SOURCE DATA:
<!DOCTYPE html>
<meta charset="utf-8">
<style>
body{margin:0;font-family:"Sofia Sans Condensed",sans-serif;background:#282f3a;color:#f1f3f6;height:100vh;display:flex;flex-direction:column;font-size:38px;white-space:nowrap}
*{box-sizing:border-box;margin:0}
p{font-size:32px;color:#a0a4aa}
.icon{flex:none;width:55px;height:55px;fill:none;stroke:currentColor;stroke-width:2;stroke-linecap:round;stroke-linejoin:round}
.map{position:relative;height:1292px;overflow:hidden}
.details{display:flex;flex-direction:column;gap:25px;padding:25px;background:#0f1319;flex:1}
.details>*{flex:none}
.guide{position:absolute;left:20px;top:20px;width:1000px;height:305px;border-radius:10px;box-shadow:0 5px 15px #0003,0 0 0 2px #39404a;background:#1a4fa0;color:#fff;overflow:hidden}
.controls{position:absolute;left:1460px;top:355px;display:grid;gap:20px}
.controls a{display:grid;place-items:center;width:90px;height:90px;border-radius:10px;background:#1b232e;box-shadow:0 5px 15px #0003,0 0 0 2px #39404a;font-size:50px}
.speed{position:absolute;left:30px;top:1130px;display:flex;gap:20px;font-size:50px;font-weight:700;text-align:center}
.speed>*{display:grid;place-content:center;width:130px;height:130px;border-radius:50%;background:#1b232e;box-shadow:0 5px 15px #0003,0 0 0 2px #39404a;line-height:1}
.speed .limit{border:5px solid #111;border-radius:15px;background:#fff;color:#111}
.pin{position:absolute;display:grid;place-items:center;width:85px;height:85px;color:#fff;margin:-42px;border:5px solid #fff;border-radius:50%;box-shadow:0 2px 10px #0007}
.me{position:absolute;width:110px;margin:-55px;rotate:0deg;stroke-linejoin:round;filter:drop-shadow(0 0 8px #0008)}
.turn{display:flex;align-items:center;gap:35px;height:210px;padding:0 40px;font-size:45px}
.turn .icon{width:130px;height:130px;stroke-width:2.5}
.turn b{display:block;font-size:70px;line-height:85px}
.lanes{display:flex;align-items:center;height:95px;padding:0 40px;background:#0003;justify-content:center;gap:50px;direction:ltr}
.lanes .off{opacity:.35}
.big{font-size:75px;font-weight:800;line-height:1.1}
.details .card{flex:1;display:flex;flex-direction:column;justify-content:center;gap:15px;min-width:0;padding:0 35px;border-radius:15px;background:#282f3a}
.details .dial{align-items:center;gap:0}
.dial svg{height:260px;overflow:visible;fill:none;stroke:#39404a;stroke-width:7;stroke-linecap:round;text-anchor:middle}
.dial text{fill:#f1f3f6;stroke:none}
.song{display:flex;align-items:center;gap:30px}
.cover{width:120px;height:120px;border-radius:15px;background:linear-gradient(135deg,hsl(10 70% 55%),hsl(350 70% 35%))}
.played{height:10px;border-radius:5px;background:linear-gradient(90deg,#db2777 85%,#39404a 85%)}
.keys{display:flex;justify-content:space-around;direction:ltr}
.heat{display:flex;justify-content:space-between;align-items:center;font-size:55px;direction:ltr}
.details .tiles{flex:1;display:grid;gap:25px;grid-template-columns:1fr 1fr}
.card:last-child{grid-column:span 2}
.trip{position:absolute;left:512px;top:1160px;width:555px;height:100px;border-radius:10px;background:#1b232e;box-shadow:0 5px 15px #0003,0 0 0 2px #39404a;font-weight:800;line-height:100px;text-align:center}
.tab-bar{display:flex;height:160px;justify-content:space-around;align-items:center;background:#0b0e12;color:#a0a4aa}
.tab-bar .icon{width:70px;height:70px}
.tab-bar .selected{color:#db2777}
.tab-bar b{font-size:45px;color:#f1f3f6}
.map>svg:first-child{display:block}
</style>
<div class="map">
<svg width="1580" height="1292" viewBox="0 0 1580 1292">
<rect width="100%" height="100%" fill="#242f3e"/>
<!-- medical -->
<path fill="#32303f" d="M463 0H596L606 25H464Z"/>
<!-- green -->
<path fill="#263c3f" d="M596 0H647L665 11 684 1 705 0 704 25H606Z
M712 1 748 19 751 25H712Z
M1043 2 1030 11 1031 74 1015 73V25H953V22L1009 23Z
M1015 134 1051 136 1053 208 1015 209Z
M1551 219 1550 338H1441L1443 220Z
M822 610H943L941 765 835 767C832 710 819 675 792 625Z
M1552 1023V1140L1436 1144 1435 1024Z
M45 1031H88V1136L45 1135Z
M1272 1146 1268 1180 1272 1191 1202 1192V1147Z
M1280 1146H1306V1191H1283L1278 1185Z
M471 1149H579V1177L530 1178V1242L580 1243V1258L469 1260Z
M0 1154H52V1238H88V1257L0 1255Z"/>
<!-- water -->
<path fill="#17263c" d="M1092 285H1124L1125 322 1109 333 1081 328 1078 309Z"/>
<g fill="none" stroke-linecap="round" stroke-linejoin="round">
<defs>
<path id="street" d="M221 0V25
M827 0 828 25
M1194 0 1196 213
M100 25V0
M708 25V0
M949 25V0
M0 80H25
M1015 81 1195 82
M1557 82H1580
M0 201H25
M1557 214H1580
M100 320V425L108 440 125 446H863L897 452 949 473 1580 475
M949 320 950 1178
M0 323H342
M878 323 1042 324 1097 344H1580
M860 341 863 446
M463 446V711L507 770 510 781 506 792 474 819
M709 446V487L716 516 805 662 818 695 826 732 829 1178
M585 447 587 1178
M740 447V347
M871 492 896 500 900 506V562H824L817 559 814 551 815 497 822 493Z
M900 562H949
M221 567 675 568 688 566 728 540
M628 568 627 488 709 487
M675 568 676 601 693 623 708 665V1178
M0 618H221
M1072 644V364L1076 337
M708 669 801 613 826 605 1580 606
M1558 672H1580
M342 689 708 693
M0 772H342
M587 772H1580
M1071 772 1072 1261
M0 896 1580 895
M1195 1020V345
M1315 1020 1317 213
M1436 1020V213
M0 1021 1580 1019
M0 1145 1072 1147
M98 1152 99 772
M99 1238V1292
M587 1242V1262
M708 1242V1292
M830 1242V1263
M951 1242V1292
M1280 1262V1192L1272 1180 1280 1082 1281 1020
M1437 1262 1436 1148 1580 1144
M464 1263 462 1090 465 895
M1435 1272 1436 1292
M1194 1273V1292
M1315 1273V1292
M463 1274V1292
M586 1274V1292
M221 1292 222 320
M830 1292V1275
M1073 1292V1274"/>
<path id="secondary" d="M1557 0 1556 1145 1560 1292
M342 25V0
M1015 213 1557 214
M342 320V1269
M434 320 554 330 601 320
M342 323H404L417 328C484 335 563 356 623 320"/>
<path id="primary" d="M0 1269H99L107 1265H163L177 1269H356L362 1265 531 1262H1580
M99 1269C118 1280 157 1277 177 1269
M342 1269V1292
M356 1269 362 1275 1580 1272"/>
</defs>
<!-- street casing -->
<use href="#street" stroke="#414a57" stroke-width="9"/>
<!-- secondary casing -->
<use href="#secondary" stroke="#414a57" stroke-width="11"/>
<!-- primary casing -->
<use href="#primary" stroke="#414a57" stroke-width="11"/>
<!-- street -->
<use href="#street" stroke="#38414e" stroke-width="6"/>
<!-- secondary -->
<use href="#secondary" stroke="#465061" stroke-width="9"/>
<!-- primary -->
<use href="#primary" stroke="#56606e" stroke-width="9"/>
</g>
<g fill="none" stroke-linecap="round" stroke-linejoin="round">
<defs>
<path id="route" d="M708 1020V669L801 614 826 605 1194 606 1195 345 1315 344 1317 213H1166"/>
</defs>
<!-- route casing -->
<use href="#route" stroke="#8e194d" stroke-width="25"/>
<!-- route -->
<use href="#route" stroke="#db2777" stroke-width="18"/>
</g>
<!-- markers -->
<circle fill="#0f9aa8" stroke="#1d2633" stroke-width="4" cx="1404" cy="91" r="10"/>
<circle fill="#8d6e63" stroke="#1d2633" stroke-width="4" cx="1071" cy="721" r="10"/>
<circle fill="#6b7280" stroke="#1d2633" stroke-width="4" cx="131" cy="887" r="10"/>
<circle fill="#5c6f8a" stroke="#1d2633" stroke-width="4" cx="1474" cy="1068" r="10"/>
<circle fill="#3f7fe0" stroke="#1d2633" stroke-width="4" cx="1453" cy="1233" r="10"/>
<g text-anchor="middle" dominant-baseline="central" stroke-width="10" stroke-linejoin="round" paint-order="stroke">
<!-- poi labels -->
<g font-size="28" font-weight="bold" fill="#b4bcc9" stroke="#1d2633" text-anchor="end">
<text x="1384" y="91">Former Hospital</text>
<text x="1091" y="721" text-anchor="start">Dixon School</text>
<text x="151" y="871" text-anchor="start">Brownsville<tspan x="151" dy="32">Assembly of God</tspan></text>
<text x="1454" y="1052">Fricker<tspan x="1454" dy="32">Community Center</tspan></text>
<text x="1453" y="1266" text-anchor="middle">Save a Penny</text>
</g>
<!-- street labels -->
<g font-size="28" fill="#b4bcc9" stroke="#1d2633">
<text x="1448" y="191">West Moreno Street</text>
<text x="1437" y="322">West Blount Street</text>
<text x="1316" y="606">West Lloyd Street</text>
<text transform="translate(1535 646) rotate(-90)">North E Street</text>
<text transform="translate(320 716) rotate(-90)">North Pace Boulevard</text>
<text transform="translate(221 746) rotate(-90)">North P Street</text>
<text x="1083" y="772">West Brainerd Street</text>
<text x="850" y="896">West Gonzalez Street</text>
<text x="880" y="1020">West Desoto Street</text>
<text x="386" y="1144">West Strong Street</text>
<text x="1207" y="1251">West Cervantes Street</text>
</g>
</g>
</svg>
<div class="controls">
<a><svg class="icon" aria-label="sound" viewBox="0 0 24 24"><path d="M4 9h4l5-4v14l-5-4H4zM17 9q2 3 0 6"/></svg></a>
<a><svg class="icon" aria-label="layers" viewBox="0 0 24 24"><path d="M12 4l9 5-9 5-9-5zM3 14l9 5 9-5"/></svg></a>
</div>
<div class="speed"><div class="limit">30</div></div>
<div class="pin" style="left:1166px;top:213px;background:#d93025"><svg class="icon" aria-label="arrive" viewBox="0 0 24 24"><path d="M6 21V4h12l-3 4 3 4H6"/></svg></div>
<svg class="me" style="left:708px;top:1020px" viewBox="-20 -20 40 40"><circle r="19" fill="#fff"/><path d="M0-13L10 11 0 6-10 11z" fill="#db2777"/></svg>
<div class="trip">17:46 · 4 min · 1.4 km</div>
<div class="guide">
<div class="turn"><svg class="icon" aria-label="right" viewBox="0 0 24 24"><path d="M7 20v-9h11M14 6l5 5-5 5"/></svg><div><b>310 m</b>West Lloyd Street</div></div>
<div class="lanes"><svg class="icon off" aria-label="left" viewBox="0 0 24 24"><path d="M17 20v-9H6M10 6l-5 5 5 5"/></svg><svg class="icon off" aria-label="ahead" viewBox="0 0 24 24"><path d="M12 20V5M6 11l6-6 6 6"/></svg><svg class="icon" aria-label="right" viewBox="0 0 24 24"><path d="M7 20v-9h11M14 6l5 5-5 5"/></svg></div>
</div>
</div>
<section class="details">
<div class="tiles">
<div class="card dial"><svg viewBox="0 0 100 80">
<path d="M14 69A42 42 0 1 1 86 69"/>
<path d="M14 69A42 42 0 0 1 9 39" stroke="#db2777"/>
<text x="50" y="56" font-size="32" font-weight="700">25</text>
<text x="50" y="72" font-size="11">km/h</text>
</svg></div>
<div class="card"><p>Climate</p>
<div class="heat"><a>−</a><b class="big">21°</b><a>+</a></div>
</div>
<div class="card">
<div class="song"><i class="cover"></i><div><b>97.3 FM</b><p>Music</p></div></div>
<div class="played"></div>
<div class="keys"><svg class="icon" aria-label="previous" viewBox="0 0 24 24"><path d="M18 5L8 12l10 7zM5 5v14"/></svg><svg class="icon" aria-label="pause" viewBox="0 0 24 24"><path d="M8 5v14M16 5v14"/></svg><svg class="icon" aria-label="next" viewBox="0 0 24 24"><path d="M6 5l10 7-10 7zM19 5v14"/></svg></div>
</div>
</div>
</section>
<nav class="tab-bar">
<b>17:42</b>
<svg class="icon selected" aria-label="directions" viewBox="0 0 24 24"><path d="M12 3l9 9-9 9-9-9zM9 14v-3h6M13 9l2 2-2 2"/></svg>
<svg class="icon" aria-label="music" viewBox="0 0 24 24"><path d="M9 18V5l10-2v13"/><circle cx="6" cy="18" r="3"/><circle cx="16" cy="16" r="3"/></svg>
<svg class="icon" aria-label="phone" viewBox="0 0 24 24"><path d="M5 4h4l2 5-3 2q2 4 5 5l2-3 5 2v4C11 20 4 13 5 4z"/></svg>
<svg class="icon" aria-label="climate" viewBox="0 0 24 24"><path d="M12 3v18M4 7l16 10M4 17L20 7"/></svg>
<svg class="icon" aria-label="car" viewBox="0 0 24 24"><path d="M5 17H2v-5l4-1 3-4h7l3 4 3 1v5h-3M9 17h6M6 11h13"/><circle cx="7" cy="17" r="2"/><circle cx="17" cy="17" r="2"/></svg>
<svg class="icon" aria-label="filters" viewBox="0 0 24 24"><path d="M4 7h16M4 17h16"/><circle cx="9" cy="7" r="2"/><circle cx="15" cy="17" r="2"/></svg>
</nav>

WHAT YOU SHOULD DO: Wherever a line in the listing contains the word "tiles", copy that line out.

ANSWER BELOW:
.details .tiles{flex:1;display:grid;gap:25px;grid-template-columns:1fr 1fr}
<div class="tiles">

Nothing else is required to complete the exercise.